• **What to work on**
Go over the listing below line by line, and return each one holding the string "Harrow".
--*--
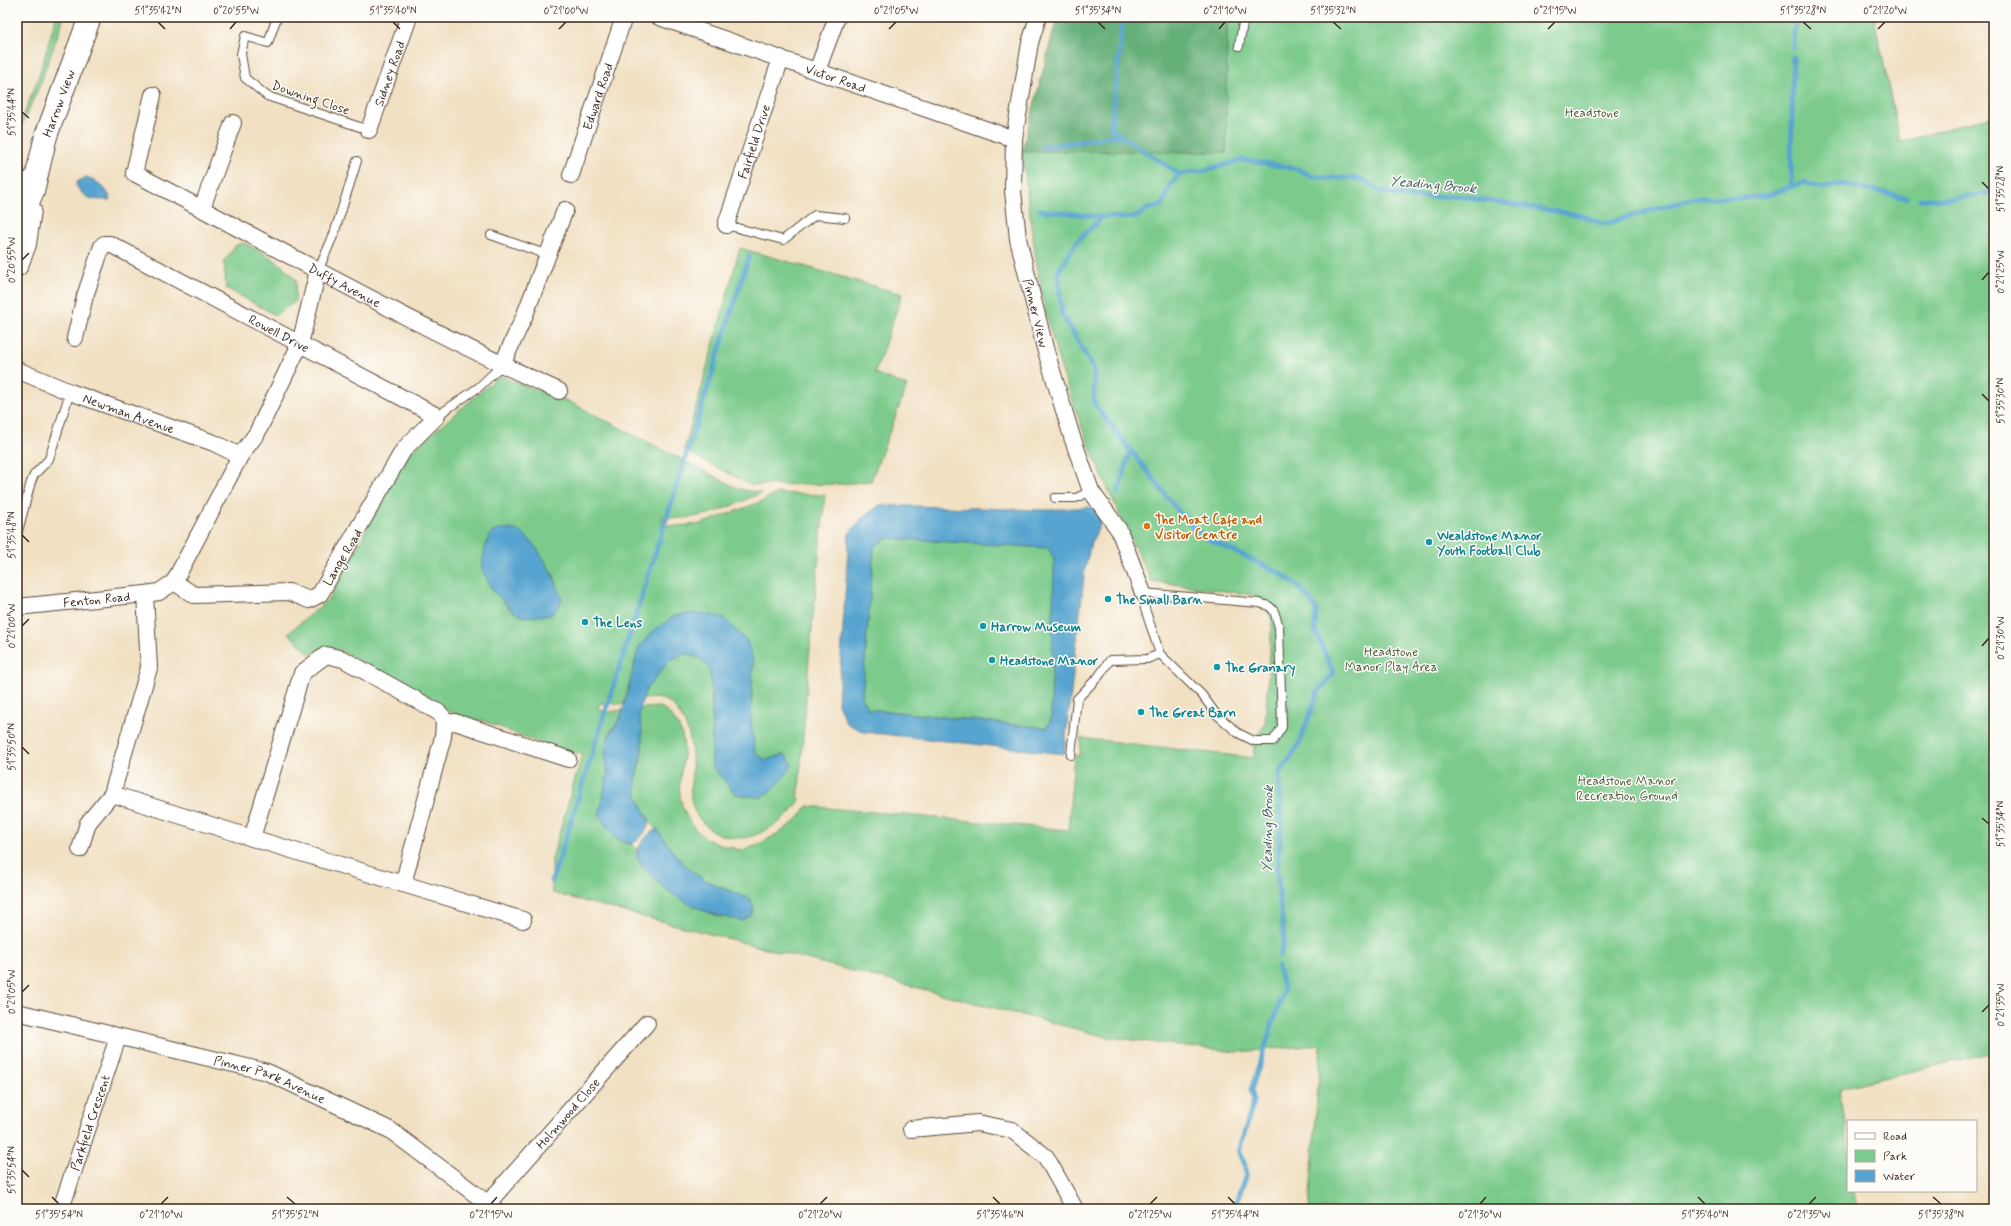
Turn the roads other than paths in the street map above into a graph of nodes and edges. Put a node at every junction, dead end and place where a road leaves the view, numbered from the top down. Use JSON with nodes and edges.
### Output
{"nodes":[{"id":1,"x":90,"y":17,"type":"edge"},
{"id":2,"x":277,"y":17,"type":"edge"},
{"id":3,"x":409,"y":17,"type":"edge"},
{"id":4,"x":624,"y":17,"type":"edge"},
{"id":5,"x":659,"y":17,"type":"edge"},
{"id":6,"x":837,"y":17,"type":"edge"},
{"id":7,"x":1038,"y":17,"type":"edge"},
{"id":8,"x":1244,"y":17,"type":"edge"},
{"id":9,"x":1239,"y":46,"type":"dead end"},
{"id":10,"x":781,"y":58,"type":"junction"},
{"id":11,"x":817,"y":71,"type":"junction"},
{"id":12,"x":153,"y":95,"type":"dead end"},
{"id":13,"x":233,"y":123,"type":"dead end"},
{"id":14,"x":369,"y":130,"type":"joint"},
{"id":15,"x":1014,"y":138,"type":"junction"},
{"id":16,"x":357,"y":161,"type":"dead end"},
{"id":17,"x":571,"y":175,"type":"dead end"},
{"id":18,"x":28,"y":185,"type":"edge"},
{"id":19,"x":202,"y":208,"type":"junction"},
{"id":20,"x":565,"y":210,"type":"dead end"},
{"id":21,"x":845,"y":218,"type":"dead end"},
{"id":22,"x":726,"y":225,"type":"joint"},
{"id":23,"x":17,"y":227,"type":"edge"},
{"id":24,"x":491,"y":235,"type":"dead end"},
{"id":25,"x":548,"y":255,"type":"junction"},
{"id":26,"x":17,"y":265,"type":"edge"},
{"id":27,"x":318,"y":271,"type":"junction"},
{"id":28,"x":75,"y":338,"type":"dead end"},
{"id":29,"x":300,"y":344,"type":"junction"},
{"id":30,"x":502,"y":365,"type":"junction"},
{"id":31,"x":17,"y":370,"type":"edge"},
{"id":32,"x":558,"y":391,"type":"dead end"},
{"id":33,"x":70,"y":392,"type":"junction"},
{"id":34,"x":437,"y":416,"type":"junction"},
{"id":35,"x":240,"y":456,"type":"junction"},
{"id":36,"x":1091,"y":491,"type":"junction"},
{"id":37,"x":1055,"y":498,"type":"dead end"},
{"id":38,"x":17,"y":535,"type":"edge"},
{"id":39,"x":174,"y":582,"type":"junction"},
{"id":40,"x":1143,"y":593,"type":"junction"},
{"id":41,"x":145,"y":594,"type":"junction"},
{"id":42,"x":17,"y":607,"type":"edge"},
{"id":43,"x":1160,"y":654,"type":"junction"},
{"id":44,"x":444,"y":723,"type":"junction"},
{"id":45,"x":1071,"y":755,"type":"dead end"},
{"id":46,"x":568,"y":759,"type":"dead end"},
{"id":47,"x":112,"y":794,"type":"junction"},
{"id":48,"x":252,"y":838,"type":"junction"},
{"id":49,"x":80,"y":849,"type":"dead end"},
{"id":50,"x":403,"y":884,"type":"junction"},
{"id":51,"x":523,"y":920,"type":"dead end"},
{"id":52,"x":17,"y":1012,"type":"edge"},
{"id":53,"x":647,"y":1023,"type":"dead end"},
{"id":54,"x":118,"y":1037,"type":"junction"},
{"id":55,"x":911,"y":1129,"type":"dead end"},
{"id":56,"x":492,"y":1206,"type":"edge"},
{"id":57,"x":61,"y":1209,"type":"edge"},
{"id":58,"x":1075,"y":1209,"type":"edge"}],
"edges":[{"from":1,"to":18,"type":"street","name":"Harrow View"},
{"from":2,"to":14,"type":"lane","name":"Downing Close"},
{"from":3,"to":14,"type":"street","name":"Sidney Road"},
{"from":4,"to":17,"type":"street","name":"Edward Road"},
{"from":5,"to":10,"type":"street","name":"Victor Road"},
{"from":6,"to":11,"type":"street"},
{"from":7,"to":15,"type":"street","name":"Pinner View"},
{"from":8,"to":9,"type":"lane"},
{"from":10,"to":11,"type":"street","name":"Victor Road"},
{"from":10,"to":22,"type":"street","name":"Fairfield Drive"},
{"from":11,"to":15,"type":"street","name":"Victor Road"},
{"from":12,"to":19,"type":"street","name":"Duffy Avenue"},
{"from":13,"to":19,"type":"street"},
{"from":15,"to":36,"type":"street","name":"Pinner View"},
{"from":16,"to":27,"type":"lane"},
{"from":18,"to":23,"type":"street","name":"Harrow View"},
{"from":18,"to":26,"type":"street","name":"Harrow View"},
{"from":19,"to":27,"type":"street","name":"Duffy Avenue"},
{"from":20,"to":25,"type":"street"},
{"from":21,"to":22,"type":"lane"},
{"from":24,"to":25,"type":"lane"},
{"from":25,"to":30,"type":"street"},
{"from":27,"to":29,"type":"street"},
{"from":27,"to":30,"type":"street","name":"Duffy Avenue"},
{"from":28,"to":29,"type":"street","name":"Rowell Drive"},
{"from":29,"to":34,"type":"street","name":"Rowell Drive"},
{"from":29,"to":35,"type":"street"},
{"from":30,"to":32,"type":"street","name":"Duffy Avenue"},
{"from":30,"to":34,"type":"lane"},
{"from":31,"to":33,"type":"street","name":"Newman Avenue"},
{"from":33,"to":35,"type":"street","name":"Newman Avenue"},
{"from":33,"to":38,"type":"lane"},
{"from":34,"to":39,"type":"street","name":"Lange Road"},
{"from":35,"to":39,"type":"street"},
{"from":36,"to":37,"type":"lane"},
{"from":36,"to":40,"type":"street","name":"Pinner View"},
{"from":39,"to":41,"type":"street","name":"Fenton Road"},
{"from":40,"to":43,"type":"lane"},
{"from":40,"to":43,"type":"lane"},
{"from":41,"to":42,"type":"street","name":"Fenton Road"},
{"from":41,"to":47,"type":"street"},
{"from":43,"to":45,"type":"lane"},
{"from":44,"to":46,"type":"street"},
{"from":44,"to":48,"type":"street"},
{"from":44,"to":50,"type":"street"},
{"from":47,"to":48,"type":"street"},
{"from":47,"to":49,"type":"street"},
{"from":48,"to":50,"type":"street"},
{"from":50,"to":51,"type":"street"},
{"from":52,"to":54,"type":"street","name":"Pinner Park Avenue"},
{"from":53,"to":56,"type":"street","name":"Holmwood Close"},
{"from":54,"to":56,"type":"street","name":"Pinner Park Avenue"},
{"from":54,"to":57,"type":"street","name":"Parkfield Crescent"},
{"from":55,"to":58,"type":"street"}]}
--*--
• **Written reply**
"edges":[{"from":1,"to":18,"type":"street","name":"Harrow View"},
{"from":18,"to":23,"type":"street","name":"Harrow View"},
{"from":18,"to":26,"type":"street","name":"Harrow View"},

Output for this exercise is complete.